What is being asked:
Return each line of the listing in which the word "core" appears.

Given entries:
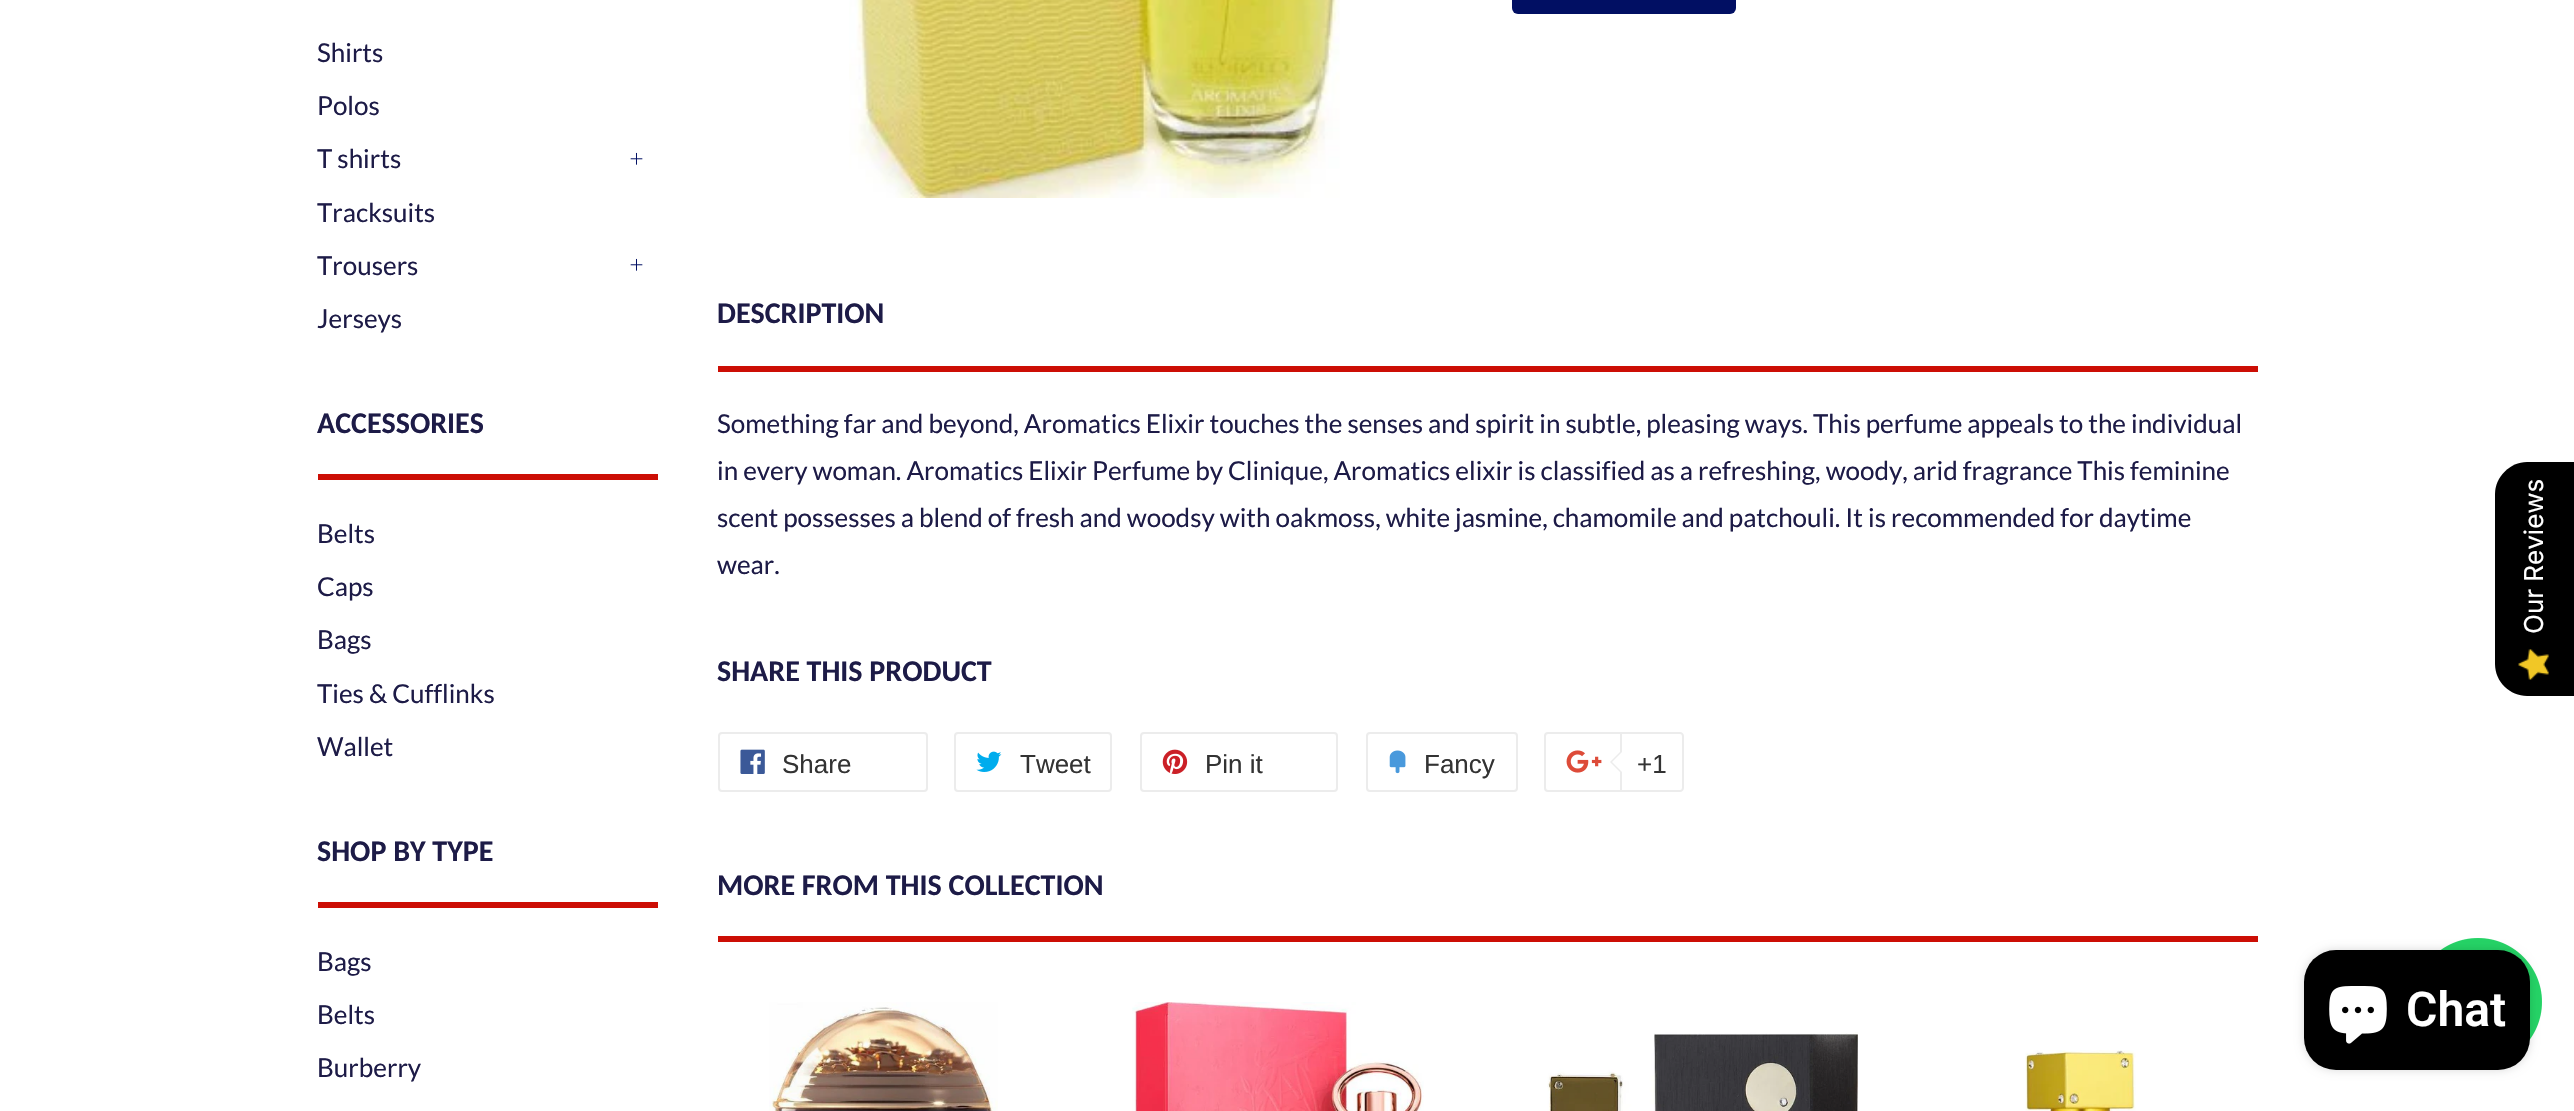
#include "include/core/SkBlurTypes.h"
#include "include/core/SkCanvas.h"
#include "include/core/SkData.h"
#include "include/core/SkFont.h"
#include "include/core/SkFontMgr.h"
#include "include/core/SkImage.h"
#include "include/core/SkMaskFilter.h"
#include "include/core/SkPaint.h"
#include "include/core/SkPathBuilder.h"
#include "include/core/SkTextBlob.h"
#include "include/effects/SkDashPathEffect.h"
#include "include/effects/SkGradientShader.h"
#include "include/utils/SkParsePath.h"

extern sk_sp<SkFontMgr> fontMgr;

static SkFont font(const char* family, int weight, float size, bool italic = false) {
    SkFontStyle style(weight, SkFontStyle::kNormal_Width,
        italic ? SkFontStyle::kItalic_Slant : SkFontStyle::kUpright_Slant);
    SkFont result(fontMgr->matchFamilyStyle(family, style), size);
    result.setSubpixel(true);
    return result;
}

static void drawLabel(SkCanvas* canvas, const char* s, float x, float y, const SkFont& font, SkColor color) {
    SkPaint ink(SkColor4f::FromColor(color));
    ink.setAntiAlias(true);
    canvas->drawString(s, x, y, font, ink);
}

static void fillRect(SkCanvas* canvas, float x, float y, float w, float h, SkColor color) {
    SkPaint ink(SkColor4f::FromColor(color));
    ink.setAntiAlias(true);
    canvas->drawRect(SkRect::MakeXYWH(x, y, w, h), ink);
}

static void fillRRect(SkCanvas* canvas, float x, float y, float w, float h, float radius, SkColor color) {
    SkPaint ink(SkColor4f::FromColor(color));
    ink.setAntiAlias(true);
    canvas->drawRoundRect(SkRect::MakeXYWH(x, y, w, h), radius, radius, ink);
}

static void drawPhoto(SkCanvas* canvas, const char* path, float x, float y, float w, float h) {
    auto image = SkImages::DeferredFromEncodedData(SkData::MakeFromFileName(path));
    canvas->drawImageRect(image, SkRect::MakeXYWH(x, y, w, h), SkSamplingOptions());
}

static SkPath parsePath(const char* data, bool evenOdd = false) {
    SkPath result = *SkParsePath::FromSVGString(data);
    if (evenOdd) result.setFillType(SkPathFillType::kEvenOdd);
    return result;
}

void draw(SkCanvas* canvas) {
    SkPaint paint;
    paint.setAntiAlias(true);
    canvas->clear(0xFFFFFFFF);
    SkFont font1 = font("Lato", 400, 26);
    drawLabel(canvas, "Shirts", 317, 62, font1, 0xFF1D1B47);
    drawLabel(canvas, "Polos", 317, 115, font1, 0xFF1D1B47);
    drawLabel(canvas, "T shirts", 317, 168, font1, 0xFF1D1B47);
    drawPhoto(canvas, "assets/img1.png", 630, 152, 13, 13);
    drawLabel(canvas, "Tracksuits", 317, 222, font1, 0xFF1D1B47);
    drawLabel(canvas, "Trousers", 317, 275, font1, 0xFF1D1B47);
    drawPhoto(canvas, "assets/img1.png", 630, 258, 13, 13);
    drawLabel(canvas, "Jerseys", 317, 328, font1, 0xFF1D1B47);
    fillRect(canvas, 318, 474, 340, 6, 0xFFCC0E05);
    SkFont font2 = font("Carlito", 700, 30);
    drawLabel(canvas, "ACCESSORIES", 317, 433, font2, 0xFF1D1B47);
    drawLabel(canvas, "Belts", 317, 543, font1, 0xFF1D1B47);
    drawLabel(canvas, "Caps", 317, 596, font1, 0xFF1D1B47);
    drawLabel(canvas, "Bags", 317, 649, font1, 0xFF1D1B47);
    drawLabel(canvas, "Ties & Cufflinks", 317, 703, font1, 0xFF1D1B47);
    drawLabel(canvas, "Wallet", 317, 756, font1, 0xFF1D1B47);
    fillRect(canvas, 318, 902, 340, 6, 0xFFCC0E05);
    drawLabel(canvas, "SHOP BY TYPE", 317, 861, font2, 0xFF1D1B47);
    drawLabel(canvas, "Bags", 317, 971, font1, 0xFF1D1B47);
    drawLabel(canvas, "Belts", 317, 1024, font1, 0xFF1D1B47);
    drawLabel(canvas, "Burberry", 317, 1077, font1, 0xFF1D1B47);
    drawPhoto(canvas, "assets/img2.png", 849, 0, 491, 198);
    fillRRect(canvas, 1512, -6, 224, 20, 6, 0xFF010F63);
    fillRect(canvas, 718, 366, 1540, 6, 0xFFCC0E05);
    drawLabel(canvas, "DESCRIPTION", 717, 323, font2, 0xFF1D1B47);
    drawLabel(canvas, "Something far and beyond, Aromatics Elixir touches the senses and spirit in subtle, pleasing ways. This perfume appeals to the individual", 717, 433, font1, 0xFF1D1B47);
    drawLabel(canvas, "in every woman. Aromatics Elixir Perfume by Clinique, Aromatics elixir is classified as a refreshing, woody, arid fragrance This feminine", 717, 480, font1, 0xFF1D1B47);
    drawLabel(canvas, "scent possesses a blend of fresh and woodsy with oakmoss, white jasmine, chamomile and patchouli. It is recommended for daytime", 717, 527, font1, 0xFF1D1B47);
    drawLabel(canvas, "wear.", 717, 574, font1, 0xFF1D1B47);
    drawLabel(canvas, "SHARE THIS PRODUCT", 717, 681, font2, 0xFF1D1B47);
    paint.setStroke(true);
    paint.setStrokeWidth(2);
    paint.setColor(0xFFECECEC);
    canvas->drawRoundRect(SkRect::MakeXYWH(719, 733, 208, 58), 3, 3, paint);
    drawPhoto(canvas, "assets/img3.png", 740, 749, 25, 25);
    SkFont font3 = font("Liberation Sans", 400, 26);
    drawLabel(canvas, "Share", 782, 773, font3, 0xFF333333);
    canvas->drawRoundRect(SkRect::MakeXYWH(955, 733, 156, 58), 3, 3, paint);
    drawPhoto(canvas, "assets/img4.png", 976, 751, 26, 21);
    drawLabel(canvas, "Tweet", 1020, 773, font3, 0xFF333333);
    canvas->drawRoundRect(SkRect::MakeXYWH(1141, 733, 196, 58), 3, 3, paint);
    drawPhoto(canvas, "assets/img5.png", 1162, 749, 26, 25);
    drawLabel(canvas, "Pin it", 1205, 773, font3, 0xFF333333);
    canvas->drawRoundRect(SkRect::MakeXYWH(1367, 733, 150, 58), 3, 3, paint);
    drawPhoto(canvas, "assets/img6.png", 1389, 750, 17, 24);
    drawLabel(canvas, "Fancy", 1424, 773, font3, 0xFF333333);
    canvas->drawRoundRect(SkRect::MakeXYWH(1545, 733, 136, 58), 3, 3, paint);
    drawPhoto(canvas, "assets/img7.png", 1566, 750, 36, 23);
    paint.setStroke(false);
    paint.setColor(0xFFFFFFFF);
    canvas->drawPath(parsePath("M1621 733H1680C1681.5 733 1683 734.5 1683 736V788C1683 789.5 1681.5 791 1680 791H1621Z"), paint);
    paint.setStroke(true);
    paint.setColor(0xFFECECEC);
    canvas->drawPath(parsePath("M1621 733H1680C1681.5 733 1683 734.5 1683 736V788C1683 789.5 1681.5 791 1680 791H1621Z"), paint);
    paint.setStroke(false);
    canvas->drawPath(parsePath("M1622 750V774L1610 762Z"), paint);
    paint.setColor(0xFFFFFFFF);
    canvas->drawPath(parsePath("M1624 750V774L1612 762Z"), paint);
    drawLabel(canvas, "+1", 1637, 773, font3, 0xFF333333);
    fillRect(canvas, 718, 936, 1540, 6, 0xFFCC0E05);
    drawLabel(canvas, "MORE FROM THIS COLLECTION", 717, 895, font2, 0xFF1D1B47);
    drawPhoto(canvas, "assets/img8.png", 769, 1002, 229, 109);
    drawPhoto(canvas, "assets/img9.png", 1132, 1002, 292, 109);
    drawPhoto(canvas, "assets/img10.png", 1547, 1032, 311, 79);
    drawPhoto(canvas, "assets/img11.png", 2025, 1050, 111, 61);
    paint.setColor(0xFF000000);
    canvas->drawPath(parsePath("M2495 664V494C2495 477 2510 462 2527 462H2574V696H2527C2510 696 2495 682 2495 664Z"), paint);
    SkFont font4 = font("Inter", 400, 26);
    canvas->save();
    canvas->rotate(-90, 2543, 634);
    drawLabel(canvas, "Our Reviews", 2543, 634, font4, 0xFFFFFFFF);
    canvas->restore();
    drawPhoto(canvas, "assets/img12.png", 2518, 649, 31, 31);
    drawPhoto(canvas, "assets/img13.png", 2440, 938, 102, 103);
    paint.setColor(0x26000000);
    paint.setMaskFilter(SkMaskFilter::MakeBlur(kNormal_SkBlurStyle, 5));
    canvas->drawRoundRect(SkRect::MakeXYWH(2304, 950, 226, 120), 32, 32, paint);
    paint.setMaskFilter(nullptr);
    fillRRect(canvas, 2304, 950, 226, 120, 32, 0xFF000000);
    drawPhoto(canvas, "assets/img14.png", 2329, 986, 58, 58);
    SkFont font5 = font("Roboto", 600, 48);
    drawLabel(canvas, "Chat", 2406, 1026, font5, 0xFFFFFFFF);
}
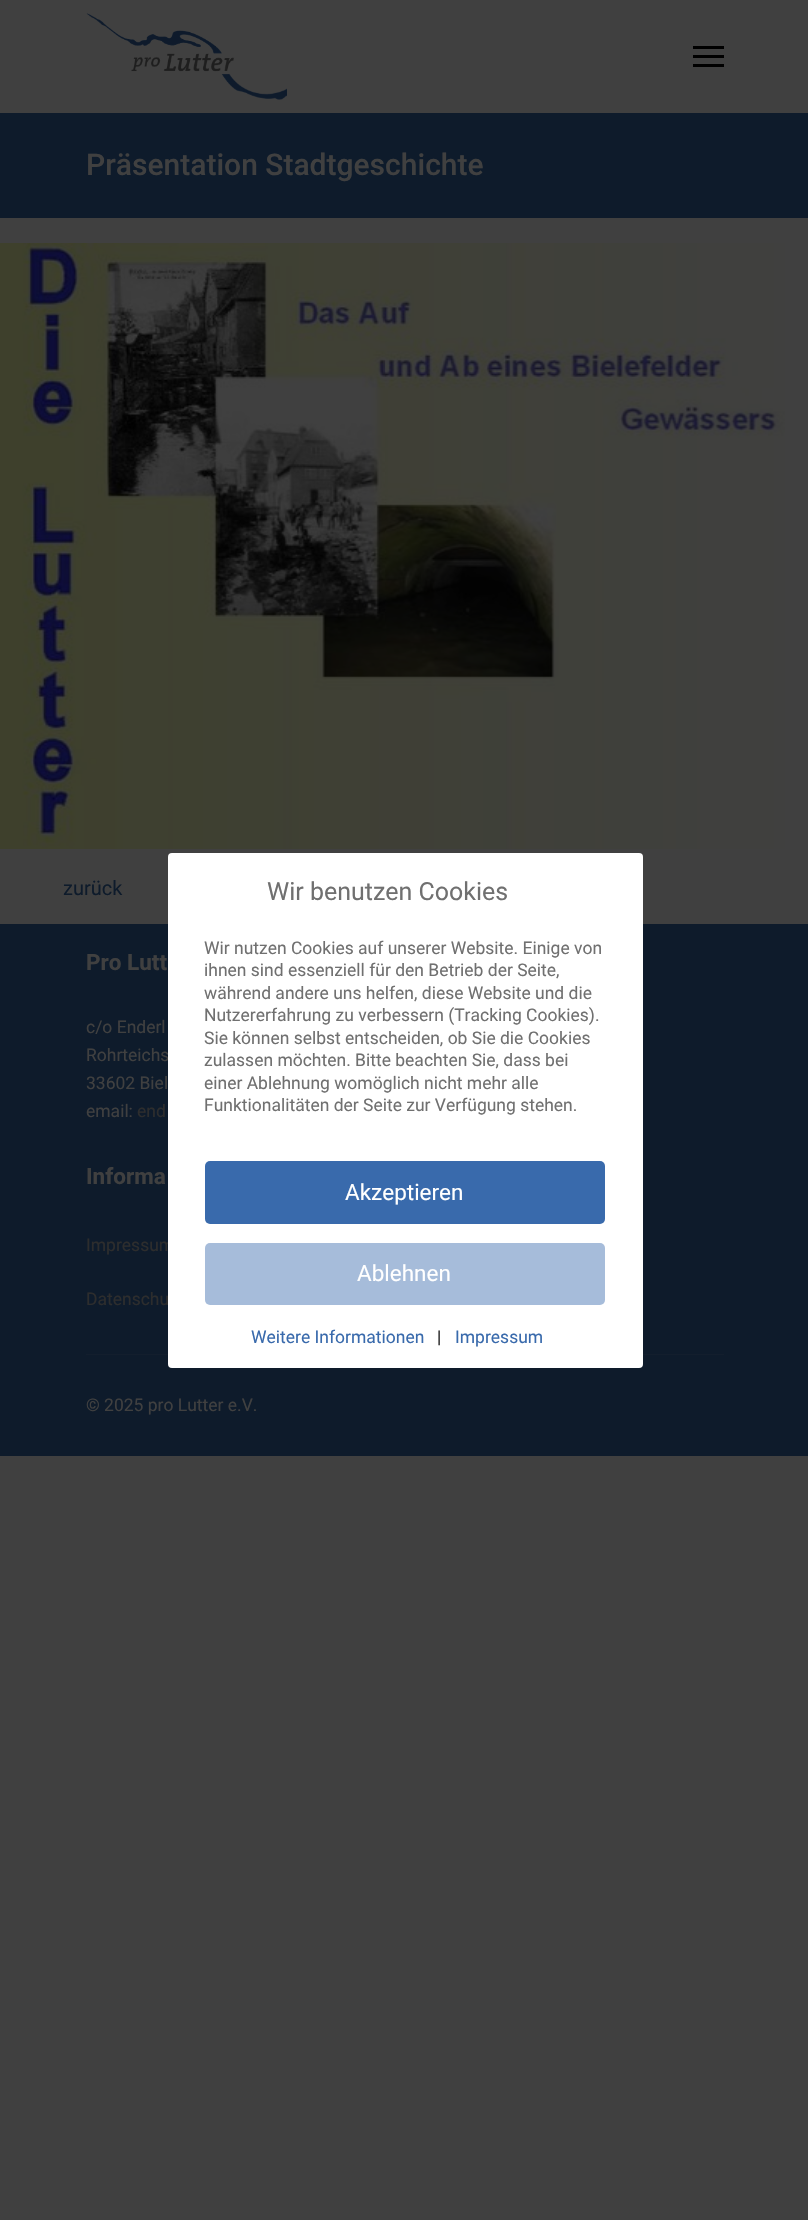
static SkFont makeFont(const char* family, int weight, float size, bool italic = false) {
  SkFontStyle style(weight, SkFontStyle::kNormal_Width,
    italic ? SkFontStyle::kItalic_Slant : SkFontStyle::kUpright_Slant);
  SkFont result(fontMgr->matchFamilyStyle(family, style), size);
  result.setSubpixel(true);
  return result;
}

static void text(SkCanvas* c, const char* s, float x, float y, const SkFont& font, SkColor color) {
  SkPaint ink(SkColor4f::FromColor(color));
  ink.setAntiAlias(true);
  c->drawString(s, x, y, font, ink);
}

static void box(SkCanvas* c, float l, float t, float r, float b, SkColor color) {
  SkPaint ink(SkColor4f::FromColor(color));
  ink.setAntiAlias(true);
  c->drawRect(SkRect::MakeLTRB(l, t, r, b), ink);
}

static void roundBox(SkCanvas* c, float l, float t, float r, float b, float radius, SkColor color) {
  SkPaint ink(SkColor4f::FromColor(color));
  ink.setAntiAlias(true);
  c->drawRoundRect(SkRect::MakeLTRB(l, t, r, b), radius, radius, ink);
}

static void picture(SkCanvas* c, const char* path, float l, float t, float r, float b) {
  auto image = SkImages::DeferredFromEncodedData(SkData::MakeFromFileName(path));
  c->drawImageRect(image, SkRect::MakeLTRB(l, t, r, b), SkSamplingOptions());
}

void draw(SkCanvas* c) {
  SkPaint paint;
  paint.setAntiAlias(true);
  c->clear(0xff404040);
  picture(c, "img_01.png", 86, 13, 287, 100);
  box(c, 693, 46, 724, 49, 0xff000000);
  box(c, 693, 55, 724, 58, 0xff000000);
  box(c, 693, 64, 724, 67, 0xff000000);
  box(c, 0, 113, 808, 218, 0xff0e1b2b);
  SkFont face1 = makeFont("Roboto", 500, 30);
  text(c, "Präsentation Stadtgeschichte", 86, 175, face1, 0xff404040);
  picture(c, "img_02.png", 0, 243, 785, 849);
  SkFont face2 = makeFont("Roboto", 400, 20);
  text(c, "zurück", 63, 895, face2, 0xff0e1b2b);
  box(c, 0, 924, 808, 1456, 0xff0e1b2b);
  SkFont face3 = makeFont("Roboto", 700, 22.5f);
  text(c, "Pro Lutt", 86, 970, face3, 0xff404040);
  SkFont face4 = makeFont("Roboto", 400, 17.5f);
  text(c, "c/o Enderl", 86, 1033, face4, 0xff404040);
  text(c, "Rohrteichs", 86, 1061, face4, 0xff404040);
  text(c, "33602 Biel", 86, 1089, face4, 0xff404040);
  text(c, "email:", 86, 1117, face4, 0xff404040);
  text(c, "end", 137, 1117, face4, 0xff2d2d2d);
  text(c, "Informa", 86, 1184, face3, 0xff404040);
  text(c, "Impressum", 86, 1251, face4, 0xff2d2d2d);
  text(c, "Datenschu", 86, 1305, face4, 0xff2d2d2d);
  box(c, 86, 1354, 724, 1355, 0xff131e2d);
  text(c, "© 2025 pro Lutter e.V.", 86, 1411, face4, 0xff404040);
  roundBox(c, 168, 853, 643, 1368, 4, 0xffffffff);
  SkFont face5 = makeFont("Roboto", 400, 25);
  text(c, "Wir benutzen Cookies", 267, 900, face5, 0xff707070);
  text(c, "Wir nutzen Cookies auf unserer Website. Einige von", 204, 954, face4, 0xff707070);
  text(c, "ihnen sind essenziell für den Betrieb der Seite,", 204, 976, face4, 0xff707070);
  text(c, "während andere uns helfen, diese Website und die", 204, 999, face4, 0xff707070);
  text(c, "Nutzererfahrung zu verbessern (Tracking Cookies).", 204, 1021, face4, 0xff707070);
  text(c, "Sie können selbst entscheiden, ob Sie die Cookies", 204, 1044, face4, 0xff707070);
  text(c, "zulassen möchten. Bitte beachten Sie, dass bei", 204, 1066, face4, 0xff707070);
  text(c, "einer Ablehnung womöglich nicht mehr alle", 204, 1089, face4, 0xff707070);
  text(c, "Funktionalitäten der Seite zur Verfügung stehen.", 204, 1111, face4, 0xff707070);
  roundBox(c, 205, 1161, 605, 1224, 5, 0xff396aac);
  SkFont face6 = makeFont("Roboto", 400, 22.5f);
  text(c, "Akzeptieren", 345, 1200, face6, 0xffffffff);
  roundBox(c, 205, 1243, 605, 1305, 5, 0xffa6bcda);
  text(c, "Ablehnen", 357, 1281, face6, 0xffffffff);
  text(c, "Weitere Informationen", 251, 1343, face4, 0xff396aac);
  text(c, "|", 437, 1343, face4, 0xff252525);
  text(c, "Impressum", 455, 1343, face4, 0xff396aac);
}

Answer to the problem:
#include "include/core/SkBlurTypes.h"
#include "include/core/SkCanvas.h"
#include "include/core/SkData.h"
#include "include/core/SkFont.h"
#include "include/core/SkFontMgr.h"
#include "include/core/SkImage.h"
#include "include/core/SkMaskFilter.h"
#include "include/core/SkPaint.h"
#include "include/core/SkPathBuilder.h"
#include "include/core/SkTextBlob.h"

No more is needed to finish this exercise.